**** Task material ****

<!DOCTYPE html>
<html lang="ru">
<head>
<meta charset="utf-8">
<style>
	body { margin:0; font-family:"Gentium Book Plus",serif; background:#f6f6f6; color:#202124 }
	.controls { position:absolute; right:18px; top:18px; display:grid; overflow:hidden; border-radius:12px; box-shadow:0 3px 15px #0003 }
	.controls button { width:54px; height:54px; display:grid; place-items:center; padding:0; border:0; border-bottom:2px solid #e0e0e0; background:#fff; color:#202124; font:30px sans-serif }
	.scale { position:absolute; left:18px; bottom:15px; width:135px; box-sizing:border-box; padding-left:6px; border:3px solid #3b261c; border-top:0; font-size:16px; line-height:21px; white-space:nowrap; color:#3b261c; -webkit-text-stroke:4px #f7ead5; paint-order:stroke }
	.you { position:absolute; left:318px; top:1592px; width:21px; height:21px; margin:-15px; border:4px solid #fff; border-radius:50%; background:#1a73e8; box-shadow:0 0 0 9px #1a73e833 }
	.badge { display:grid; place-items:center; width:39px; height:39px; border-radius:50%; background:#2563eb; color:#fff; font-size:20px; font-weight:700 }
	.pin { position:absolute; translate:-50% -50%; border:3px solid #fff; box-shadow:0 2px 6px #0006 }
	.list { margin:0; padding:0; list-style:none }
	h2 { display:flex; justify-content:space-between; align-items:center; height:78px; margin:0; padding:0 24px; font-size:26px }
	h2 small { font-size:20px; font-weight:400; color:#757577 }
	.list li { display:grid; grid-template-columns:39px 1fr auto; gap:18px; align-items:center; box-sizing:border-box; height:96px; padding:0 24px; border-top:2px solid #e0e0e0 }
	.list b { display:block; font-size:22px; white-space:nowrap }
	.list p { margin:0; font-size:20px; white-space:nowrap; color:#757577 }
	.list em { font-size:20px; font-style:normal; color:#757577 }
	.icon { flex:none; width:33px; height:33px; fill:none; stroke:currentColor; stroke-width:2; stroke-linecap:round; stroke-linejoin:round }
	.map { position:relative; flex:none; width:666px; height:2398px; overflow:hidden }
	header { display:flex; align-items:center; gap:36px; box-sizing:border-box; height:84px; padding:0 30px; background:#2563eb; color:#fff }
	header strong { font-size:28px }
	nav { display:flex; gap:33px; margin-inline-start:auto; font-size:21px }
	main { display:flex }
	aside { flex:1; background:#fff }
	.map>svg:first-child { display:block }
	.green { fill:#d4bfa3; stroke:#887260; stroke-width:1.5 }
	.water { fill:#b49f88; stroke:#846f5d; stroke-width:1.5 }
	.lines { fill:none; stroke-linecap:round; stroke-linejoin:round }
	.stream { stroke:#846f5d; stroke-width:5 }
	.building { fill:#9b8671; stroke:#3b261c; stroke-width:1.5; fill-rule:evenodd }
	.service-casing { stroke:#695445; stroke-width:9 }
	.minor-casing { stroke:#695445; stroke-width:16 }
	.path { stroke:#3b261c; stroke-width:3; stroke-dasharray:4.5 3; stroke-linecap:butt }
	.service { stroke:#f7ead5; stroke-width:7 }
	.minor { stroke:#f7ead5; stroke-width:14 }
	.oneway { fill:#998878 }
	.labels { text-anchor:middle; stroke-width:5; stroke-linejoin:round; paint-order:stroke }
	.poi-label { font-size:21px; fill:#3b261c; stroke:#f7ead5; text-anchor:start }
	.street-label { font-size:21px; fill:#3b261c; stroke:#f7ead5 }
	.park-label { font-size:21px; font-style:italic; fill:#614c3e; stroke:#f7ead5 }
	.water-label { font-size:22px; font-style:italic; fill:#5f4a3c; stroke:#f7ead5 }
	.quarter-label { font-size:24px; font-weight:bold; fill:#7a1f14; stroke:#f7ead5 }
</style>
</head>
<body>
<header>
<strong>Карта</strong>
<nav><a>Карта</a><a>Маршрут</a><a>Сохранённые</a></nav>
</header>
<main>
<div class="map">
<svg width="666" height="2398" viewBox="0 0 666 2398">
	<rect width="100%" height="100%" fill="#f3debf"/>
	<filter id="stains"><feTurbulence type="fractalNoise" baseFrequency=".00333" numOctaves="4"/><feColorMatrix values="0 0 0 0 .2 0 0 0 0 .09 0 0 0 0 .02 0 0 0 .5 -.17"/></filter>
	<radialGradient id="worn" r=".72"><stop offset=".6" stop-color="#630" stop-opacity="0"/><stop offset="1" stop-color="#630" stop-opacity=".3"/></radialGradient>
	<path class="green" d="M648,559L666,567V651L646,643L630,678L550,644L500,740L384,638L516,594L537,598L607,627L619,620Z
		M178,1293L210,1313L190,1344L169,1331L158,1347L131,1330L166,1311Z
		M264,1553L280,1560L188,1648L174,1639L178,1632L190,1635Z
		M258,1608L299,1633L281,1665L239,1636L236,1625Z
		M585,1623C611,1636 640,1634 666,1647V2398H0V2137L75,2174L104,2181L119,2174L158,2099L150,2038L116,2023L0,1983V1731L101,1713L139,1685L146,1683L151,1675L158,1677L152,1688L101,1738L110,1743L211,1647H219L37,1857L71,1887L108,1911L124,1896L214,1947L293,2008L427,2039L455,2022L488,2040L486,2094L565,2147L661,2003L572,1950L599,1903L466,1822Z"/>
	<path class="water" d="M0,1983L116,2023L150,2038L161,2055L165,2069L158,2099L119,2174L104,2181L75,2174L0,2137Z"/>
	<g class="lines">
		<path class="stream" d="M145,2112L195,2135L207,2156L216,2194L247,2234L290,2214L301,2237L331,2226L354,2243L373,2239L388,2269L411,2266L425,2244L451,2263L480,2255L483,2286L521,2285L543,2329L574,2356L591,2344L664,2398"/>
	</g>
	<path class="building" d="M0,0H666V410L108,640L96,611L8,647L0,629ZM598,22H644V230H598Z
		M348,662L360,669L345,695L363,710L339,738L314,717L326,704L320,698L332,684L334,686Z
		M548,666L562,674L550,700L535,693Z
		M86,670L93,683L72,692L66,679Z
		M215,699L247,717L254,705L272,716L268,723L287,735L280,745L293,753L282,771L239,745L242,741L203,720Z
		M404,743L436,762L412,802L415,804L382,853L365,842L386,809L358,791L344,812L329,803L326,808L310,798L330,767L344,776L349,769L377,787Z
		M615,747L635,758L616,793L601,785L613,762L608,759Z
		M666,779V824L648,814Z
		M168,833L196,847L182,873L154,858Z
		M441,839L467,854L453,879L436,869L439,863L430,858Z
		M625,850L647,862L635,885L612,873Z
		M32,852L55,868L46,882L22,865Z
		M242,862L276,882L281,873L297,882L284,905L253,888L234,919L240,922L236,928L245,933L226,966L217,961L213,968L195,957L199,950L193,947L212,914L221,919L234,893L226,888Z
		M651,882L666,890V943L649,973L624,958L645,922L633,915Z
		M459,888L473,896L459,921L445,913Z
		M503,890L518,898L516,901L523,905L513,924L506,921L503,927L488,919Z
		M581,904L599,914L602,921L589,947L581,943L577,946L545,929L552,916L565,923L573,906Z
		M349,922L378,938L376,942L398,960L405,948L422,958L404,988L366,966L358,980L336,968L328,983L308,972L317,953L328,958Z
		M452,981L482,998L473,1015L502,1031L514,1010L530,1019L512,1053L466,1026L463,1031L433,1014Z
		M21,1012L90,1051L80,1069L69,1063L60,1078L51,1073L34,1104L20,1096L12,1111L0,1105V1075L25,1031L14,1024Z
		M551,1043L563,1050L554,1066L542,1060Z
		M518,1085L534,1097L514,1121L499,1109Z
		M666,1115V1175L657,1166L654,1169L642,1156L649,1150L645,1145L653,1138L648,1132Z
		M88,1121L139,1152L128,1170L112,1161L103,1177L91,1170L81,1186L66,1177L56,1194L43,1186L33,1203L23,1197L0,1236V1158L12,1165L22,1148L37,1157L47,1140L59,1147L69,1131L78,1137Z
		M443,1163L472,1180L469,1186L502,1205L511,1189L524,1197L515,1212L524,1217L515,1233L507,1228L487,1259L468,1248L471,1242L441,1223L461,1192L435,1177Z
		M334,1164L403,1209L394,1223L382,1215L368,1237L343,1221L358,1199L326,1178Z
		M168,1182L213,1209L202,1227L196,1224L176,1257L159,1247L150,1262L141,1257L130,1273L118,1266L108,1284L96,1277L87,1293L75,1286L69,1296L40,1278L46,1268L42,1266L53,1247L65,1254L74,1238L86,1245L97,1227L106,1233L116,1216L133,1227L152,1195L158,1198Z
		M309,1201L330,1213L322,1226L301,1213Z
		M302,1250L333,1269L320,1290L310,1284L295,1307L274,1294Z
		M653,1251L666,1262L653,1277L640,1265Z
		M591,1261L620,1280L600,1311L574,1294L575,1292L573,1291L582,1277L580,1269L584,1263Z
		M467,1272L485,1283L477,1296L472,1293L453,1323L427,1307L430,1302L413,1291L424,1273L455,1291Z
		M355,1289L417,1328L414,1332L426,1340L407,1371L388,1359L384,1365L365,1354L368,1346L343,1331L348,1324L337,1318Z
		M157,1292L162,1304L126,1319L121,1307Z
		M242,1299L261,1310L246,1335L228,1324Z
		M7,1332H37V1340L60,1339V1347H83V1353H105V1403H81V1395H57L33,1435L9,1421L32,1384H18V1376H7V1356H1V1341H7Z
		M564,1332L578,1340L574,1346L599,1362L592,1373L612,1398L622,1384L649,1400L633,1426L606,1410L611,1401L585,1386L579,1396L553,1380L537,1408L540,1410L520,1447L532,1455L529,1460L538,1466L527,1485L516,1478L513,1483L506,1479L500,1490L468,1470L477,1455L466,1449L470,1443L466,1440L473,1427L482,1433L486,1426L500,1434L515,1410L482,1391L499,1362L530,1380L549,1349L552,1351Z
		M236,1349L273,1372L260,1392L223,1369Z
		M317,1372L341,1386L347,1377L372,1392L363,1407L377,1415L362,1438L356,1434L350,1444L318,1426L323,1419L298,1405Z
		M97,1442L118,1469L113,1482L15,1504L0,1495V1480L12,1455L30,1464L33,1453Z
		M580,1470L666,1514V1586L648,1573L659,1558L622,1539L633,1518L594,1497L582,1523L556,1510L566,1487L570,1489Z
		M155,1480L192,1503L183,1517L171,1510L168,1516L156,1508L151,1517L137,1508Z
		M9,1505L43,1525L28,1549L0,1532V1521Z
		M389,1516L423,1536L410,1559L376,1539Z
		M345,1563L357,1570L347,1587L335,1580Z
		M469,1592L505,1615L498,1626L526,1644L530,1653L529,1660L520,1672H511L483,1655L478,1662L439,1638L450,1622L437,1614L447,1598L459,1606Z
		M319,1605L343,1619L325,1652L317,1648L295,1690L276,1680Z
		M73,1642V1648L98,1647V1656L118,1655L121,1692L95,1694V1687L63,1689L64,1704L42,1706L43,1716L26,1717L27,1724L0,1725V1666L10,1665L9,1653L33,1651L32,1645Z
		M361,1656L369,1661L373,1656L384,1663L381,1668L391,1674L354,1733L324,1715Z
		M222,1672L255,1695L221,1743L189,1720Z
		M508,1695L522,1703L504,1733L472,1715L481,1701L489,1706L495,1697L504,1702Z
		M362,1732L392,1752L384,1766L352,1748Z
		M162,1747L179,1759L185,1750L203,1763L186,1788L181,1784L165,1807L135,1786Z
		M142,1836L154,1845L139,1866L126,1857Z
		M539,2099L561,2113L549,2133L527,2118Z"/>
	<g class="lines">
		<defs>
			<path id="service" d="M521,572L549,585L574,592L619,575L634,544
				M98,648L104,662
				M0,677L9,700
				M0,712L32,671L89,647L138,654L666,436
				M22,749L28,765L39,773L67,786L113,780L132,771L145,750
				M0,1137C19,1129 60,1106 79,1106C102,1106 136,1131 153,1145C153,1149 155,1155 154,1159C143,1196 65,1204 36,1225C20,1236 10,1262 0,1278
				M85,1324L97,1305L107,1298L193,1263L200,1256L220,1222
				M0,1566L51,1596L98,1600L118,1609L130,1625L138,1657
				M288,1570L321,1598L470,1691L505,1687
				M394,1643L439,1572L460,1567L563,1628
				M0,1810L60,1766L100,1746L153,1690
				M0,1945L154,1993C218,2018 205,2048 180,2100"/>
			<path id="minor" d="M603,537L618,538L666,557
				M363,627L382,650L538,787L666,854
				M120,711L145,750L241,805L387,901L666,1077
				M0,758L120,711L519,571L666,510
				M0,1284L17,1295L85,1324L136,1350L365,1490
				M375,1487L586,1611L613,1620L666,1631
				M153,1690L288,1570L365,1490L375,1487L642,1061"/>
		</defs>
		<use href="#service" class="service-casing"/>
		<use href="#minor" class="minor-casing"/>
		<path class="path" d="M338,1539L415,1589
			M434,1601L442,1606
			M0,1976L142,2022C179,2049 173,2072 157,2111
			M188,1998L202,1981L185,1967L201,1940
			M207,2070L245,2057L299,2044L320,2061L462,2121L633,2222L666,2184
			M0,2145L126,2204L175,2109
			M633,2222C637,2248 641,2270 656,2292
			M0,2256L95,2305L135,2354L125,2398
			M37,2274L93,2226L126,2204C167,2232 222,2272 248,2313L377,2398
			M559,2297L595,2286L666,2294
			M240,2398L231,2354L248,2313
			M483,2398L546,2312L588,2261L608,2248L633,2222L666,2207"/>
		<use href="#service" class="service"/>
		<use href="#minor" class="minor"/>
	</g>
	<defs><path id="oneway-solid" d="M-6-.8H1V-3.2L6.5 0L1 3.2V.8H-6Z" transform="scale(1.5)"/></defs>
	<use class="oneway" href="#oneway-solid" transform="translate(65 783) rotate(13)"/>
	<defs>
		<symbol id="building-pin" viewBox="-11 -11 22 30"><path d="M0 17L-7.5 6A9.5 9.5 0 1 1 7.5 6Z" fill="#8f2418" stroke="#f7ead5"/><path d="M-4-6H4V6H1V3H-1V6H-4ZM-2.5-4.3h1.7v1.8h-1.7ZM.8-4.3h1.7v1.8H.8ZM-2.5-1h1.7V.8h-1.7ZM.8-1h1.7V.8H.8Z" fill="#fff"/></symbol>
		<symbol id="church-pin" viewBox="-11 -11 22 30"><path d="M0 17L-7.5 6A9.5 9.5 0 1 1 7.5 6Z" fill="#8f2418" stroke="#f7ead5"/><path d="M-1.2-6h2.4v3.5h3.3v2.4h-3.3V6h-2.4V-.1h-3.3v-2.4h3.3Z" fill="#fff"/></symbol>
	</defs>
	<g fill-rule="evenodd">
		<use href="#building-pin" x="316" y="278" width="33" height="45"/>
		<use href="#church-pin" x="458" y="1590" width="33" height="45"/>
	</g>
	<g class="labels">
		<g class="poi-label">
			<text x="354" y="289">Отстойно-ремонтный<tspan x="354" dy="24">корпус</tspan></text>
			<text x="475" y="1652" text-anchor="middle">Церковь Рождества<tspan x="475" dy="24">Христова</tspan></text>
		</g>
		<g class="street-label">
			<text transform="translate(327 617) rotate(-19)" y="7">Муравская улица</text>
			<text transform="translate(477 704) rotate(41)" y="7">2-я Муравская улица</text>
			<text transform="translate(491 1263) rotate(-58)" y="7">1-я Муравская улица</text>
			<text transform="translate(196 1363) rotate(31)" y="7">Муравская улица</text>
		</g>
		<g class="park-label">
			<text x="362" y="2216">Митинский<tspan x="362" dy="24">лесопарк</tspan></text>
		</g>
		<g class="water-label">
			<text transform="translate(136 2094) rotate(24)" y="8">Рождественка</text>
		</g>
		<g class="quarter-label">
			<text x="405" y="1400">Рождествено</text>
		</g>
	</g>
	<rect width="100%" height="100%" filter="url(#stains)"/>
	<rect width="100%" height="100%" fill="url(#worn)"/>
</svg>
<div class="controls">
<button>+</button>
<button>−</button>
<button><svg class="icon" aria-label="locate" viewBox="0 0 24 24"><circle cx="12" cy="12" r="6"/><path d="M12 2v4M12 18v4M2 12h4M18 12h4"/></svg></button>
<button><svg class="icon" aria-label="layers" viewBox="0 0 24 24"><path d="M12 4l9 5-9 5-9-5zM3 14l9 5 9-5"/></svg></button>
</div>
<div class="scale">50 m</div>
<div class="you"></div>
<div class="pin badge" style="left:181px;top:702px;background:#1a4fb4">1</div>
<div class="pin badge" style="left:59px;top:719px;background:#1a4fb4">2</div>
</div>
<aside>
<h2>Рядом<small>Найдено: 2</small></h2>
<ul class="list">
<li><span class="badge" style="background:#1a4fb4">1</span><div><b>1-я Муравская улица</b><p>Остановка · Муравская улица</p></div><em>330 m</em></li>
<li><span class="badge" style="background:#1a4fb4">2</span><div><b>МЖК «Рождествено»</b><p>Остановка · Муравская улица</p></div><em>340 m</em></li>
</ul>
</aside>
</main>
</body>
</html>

****

**Brief:** The required output is every line above that contains the string "list".

**Answer to this task:**
	.list { margin:0; padding:0; list-style:none }
	.list li { display:grid; grid-template-columns:39px 1fr auto; gap:18px; align-items:center; box-sizing:border-box; height:96px; padding:0 24px; border-top:2px solid #e0e0e0 }
	.list b { display:block; font-size:22px; white-space:nowrap }
	.list p { margin:0; font-size:20px; white-space:nowrap; color:#757577 }
	.list em { font-size:20px; font-style:normal; color:#757577 }
<ul class="list">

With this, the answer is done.